Investors can have the blinders on to some extent when it comes to health care. Biotech and pharmaceutical stocks get the most buzz, but plenty of other companies that do business in the health care industry could be worthy of consideration. Buying GE (NYSE:GE) stock, for example, probably isn't on many investors' radar screens as a health-care play, but should it be? Let's take a look.
Bringing good things to life
While GE is a massive conglomerate spanning multiple industries, its GE Healthcare segment claims an important place within the company. Healthcare ranks as the fourth-largest segment overall in terms of revenue and the third-largest industrial segment.
GE Healthcare posted 2012 revenue of $18.3 billion. Its products include a wide variety of medical equipment such as magnetic resonance imaging -- or MRI -- platforms, ultrasound systems, surgical imaging systems, patient monitoring technology, and many others. The business segment goes beyond just medical equipment, though. GE Healthcare also sells electronic medical record systems, clinical consumable products, and technology used in drug discovery.
On the medical equipment front, GE Healthcare has a handful of major rivals. Philips (NYSE:PHG) and Siemens (OTC:SIEGY) stand out as two of the leading competitors. Both, like GE, are conglomerates that boast large health care business segments. Both Philips and Siemens market many of the same types of medical imaging equipment that GE does.
GE Healthcare also claims one of the top spots in the world of electronic medical records. The Centers for Medicare and Medicaid Services, or CMS, reported recently that the company ranked in the No. 5 spot for Meaningful Use attestations needed for health care providers to receive federal incentives. Only two publicly traded companies placed higher than GE Healthcare -- Allscripts (NASDAQ:MDRX) and Quality Systems' (NASDAQ:NXGN) NextGen Healthcare unit.
Imagination at work?
Just being big doesn't necessarily make a company a good investment. Are we letting our imaginations run wild by even considering buying GE stock as a health care play? Maybe.

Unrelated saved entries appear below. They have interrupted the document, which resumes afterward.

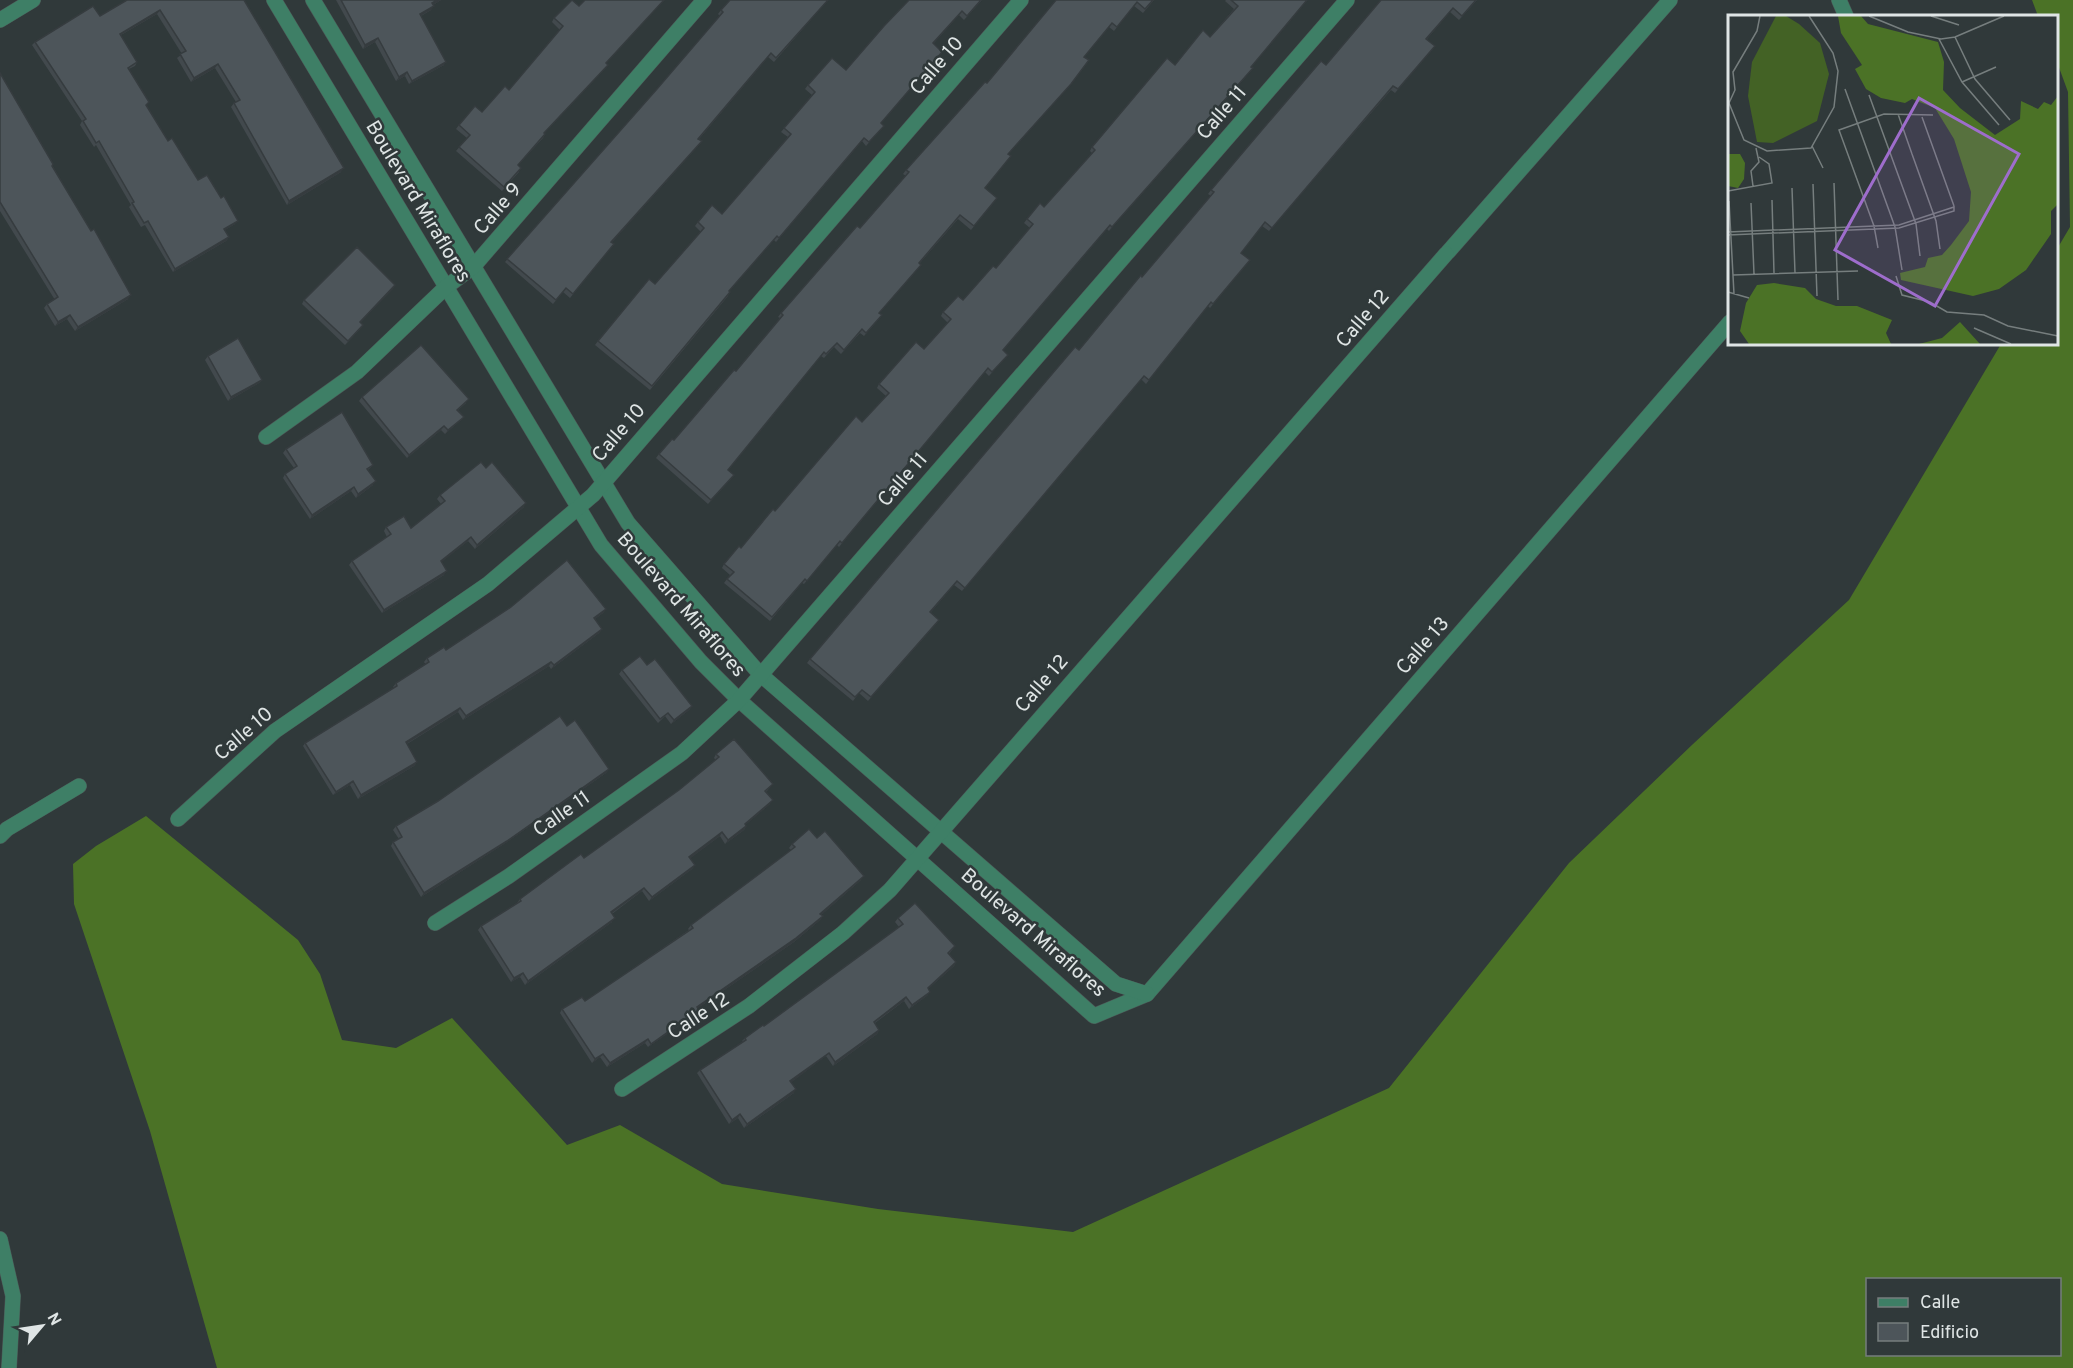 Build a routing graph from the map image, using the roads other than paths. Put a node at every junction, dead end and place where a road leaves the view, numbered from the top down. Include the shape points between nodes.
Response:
1 (33, 0) edge
2 (274, 0) edge
3 (313, 0) edge
4 (704, 0) edge
5 (1021, 0) edge
6 (1347, 0) edge
7 (1670, 0) edge
8 (1839, 0) edge
9 (1846, 15) edge
10 (0, 20) edge
11 (473, 267) junction
12 (446, 287) junction
13 (1728, 324) edge
14 (266, 437) dead end
15 (602, 482) junction
16 (578, 508) junction
17 (760, 674) junction
18 (739, 699) junction
19 (78, 786) dead end
20 (178, 819) dead end
21 (940, 831) junction
22 (0, 836) edge
23 (917, 859) junction
24 (435, 923) dead end
25 (1147, 994) junction
26 (622, 1089) dead end
27 (0, 1239) edge
28 (9, 1368) edge

1 - 10 street
2 - 12 street, Boulevard Miraflores
3 - 11 street, Boulevard Miraflores
4 - 11 street, Calle 9
5 - 15 street, Calle 10
6 - 17 street, Calle 11
7 - 21 street, Calle 12
8 - 9 street
11 - 12 street, Calle 9
11 - 15 street, Boulevard Miraflores
12 - 14 street, Calle 9 via 357,372
12 - 16 street, Boulevard Miraflores
13 - 25 street, Calle 13
15 - 16 street, Calle 10
15 - 17 street, Boulevard Miraflores via 628,523
16 - 18 street, Boulevard Miraflores via 609,554 701,662
16 - 20 street, Calle 10 via 488,585 275,731
17 - 18 street, Calle 11
17 - 21 street, Boulevard Miraflores
18 - 23 street, Boulevard Miraflores
18 - 24 street, Calle 11 via 682,753 509,876
19 - 22 street
21 - 23 street, Calle 12
21 - 25 street, Boulevard Miraflores via 1116,984
23 - 25 street, Boulevard Miraflores via 1094,1016
23 - 26 street, Calle 12 via 843,933 749,1006
27 - 28 street via 13,1296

For one thing, GE Healthcare's financial growth doesn't compare well against the other business segments. Only GE Capital had worse revenue growth last year. Profit growth for GE Healthcare ranked at the bottom of all the business segments.
GE Healthcare's sales growth of 1.1% and earnings growth of 4.2% lagged well behind that of Philips Healthcare, which reported sales and earnings growth last year of 6% and 11%, respectively. Siemens also fared better in 2012 than GE. The German corporation's health care segment posted revenue growth of 9% and profit growth of 36%.
On a positive note, GE Healthcare's numbers easily surpassed those of Allscripts, which had flat revenue in 2012 compared to the prior year and experienced declining net income. Quality Systems, meanwhile, outperformed on revenue with 7% growth but saw net income plummet.
GE stock has held its own when compared to these rivals. So far in 2013, shares are up 16% -- better than all of the aforementioned companies except Allscripts, which has rebounded this year from a big sell-off in the fourth quarter of 2012. Of course, GE stock's relative success hasn't really been due to GE Healthcare.
What's the bottom line? GE isn't a bad investment. The stock has performed reasonably well recently and isn't priced extravagantly. I also like the solid dividend yield of 3.2%.
But is buying GE stock a smart health care play? Despite its enviable position in several health care markets, I think there are better picks in the industry. Maybe one of those pharma stocks getting the buzz would be smarter after all.